A recombinant nucleotide for the preparation of a vaccine against pasteurellosis, comprising i) a nucleotide encoding an outer membrane peptide of Pasteurella multocida, ii) a nucleotide containing an Aureobasidin A resistance gene, and iii) a nucleotide encoding an LTB (heat-labile enterotoxin subunit) peptide.

[Claim 2]

The nucleotide according to claim 1, wherein the nucleotide is a nucleotide having a nucleic acid sequence of SEQ ID NO. 1.

[Claim 3]

An expression vector comprising the nucleotide of claim 1 or 2.

[Claim 4]

A host cell which is transformed with the expression vector of claim 3.

[Claim 5]

The host cell according to claim 4, wherein the host cell is a yeast cell.

[Claim 6]

The host cell according to claim 4 or 5, wherein the recombinant peptide is expressed on the surface of the host cell.

[Claim 7]

The host cell according to claim 6, wherein the recombinant peptide is a fusion peptide of an outer membrane peptide of Pasteurella multocida type A and LTB (heat-labile enterotoxin subunit).

[Claim 8]

The host cell according to claim 6, wherein the recombinant peptide is a fusion peptide of an outer membrane peptide of enterotoxigenic Escherichia coli (ETEC) and LTB (heat-labile enterotoxin subunit).

[Claim 9]

The host cell according to claim 6, wherein the recombinant peptide is prepared by linking an antigen peptide with LTB via a linker.

[Claim 10]

The host cell according to claim 8, wherein the linker is a GPGP linker.

[Claim 11]

A method for preparing a vaccine for the prevention or treatment of pasteurellosis, comprising the step of transforming a host cell with the expression vector of claim 3 to express a recombinant peptide.

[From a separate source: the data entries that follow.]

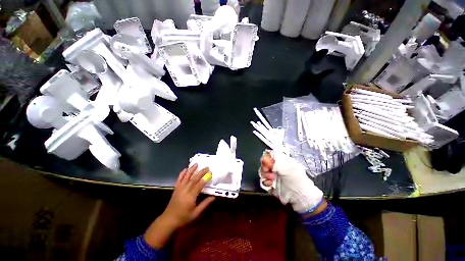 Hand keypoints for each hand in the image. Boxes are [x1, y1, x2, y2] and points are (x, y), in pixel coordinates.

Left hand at [144, 164, 214, 248]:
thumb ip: (205, 204)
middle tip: (207, 166)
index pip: (200, 184)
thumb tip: (213, 197)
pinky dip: (182, 174)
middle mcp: (185, 190)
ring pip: (186, 177)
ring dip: (192, 170)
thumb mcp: (196, 213)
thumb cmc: (184, 217)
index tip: (210, 172)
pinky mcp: (176, 189)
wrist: (169, 220)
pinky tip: (185, 169)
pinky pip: (179, 179)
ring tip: (196, 164)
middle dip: (201, 172)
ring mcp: (180, 188)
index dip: (205, 178)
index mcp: (191, 196)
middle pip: (194, 179)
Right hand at [260, 152, 324, 215]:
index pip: (269, 155)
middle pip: (264, 163)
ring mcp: (272, 175)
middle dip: (264, 167)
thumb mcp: (288, 168)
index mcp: (281, 161)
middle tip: (268, 170)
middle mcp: (275, 167)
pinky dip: (265, 183)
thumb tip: (264, 159)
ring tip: (271, 179)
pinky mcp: (270, 184)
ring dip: (265, 175)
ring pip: (262, 172)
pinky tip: (270, 185)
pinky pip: (263, 181)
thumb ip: (275, 163)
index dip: (266, 158)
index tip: (266, 162)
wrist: (299, 196)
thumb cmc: (296, 179) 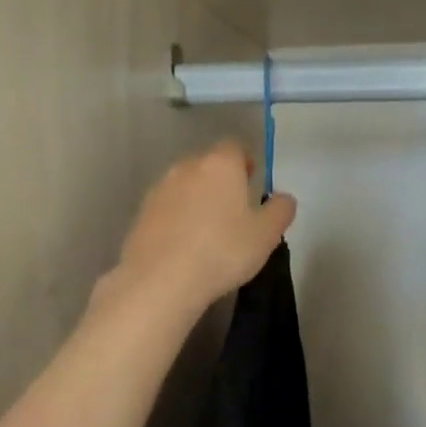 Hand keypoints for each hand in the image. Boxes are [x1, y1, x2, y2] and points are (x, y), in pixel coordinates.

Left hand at [106, 141, 296, 318]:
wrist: (161, 280)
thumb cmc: (223, 251)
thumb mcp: (266, 235)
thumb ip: (280, 210)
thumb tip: (284, 198)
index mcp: (220, 164)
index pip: (235, 146)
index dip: (246, 161)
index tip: (253, 182)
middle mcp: (186, 167)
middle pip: (208, 164)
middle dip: (222, 180)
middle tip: (235, 210)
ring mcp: (159, 189)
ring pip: (186, 185)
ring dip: (198, 199)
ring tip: (209, 230)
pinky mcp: (141, 213)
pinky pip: (168, 207)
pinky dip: (178, 218)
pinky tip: (186, 245) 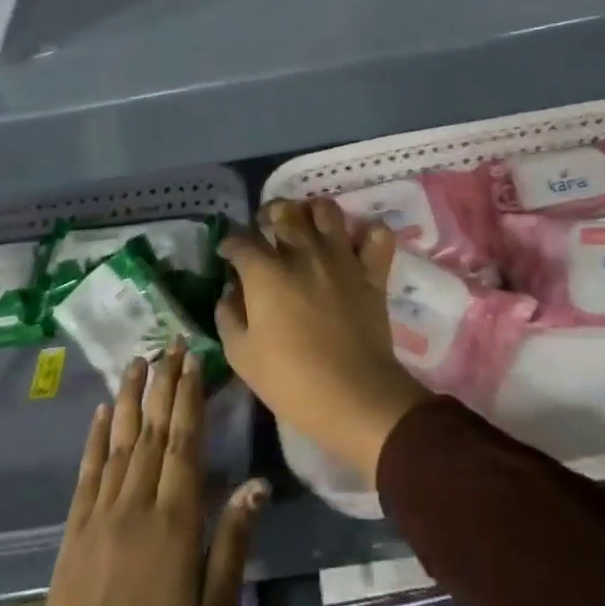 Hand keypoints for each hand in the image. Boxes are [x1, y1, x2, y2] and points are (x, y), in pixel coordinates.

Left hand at [0, 346, 266, 605]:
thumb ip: (233, 543)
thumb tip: (257, 483)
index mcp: (174, 521)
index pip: (183, 442)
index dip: (188, 396)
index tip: (192, 359)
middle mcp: (135, 505)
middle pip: (152, 431)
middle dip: (163, 383)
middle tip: (169, 342)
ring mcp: (99, 515)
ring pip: (118, 442)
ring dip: (128, 397)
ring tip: (136, 360)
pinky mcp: (74, 532)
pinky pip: (86, 473)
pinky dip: (94, 438)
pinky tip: (100, 412)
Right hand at [217, 198, 431, 483]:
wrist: (354, 395)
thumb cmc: (291, 380)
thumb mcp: (242, 355)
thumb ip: (228, 316)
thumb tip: (230, 292)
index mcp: (265, 272)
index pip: (240, 240)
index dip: (229, 242)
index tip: (227, 252)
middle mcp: (302, 252)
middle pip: (283, 211)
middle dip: (268, 214)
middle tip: (266, 228)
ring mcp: (341, 258)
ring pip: (327, 210)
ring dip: (312, 212)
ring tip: (307, 226)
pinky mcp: (372, 271)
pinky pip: (377, 235)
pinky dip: (367, 233)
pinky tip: (355, 245)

[Claim 12] A vaccine composition for the prevention or treatment of pasteurellosis, comprising the host cell of claim 4 or 5.

[Claim 13]

The vaccine composition according to claim 8, wherein the composition is formulated for oral or intradermal administration.

[Claim 14]

A method for expressing a recombinant peptide for the prevention or treatment of pasteurellosis on the surface of yeast, comprising the step of

(a) transforming a yeast with a recombinant nucleotide including i) a nucleotide encoding an outer membrane peptide of Pasteurella multocida, ii) a nucleotide containing an Aureobasidin A resistance gene, and iii) a nucleotide encoding an LTB (heat-labile enterotoxin subunit) peptide; and

(b) culturing the transformed yeast.

[Claim 15]

A method for transferring an antigen protein to a GMl receptor-expressing cell using the host cell of claim 4 or 5.

[Claim 16]

A pAURYD-fusion construct illustrated in Fig. 22.

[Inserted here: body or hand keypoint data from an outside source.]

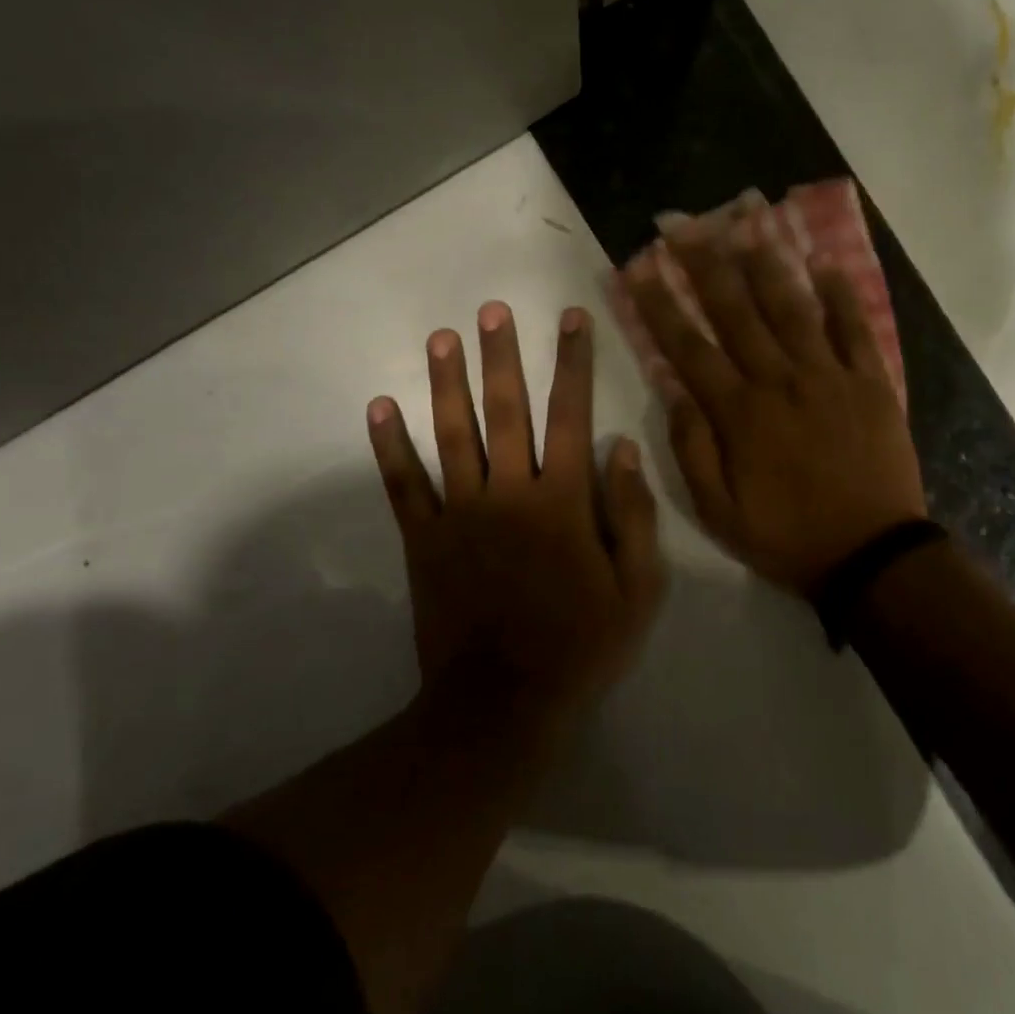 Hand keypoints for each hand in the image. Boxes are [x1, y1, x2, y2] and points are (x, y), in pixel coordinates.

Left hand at [366, 302, 663, 737]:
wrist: (504, 703)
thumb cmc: (580, 644)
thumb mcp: (636, 589)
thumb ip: (634, 516)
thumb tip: (625, 450)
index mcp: (562, 500)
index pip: (571, 415)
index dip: (573, 363)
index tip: (572, 318)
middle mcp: (509, 492)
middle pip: (506, 410)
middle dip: (502, 356)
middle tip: (493, 310)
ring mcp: (460, 513)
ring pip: (452, 434)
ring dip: (446, 382)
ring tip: (442, 337)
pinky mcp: (424, 539)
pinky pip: (403, 485)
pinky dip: (390, 446)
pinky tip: (378, 408)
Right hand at [622, 214, 925, 593]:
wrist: (871, 555)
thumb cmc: (787, 536)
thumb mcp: (718, 511)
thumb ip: (691, 448)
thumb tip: (672, 388)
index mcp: (739, 413)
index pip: (688, 346)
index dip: (659, 303)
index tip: (638, 266)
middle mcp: (780, 381)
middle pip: (736, 311)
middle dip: (704, 264)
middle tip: (683, 224)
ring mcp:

[Claim 17] A vaccine composition for the prevention or treatment of pasteurellosis, comprising the recombinant peptide expressed on the surface of yeast according to the method of claim 13.

[Claim 18]

The vaccine composition according to claim 12, wherein the intradermal administration is performed using a tattoo machine.

[Claim 19]

A pAURYD-LTB(NoGP) construct illustrated in Fig. 16c.

[Claim 20]

The nucleotide according to claim 1, wherein the pasteurellosis is a disease caused by a stain selected from the group consisting of Pasteurella multocida types A, B, D, E and F.

[Claim 21]

The nucleotide according to claim 20, wherein the pasteurellosis is fowl cholera.

[Claim 22]

The method according to claim 11 , wherein the pasteurellosis is a disease caused by a stain selected from the group consisting of Pasteurella multocida types A, B, D, E and F.

[Claim 23]

The method according to claim 22, wherein the pasteurellosis is fowl cholera.

[Claim 24]

The vaccine composition according to claim 12, wherein the pasteurellosis is a disease caused by a stain selected from the group consisting of Pasteurella multocida types A, B, D, E and F.

[Claim 25]

The vaccine composition according to claim 24, wherein the pasteurellosis is fowl cholera.

[Claim 26]

The method according to claim 14, wherein the pasteurellosis is a disease caused by a stain selected from the group consisting of Pasteurella multocida types A, B, D, E and F.

[Claim 27]

The method according to claim 26, wherein the pasteurellosis is fowl cholera.

[Claim 28] The vaccine composition according to claim 17, wherein the pasteurellosis is a disease caused by a stain selected from the group consisting of Pasteurella multocida types A, B, D, E and F.

[Claim 29]

The vaccine composition according to claim 28, wherein the pasteurellosis is fowl cholera.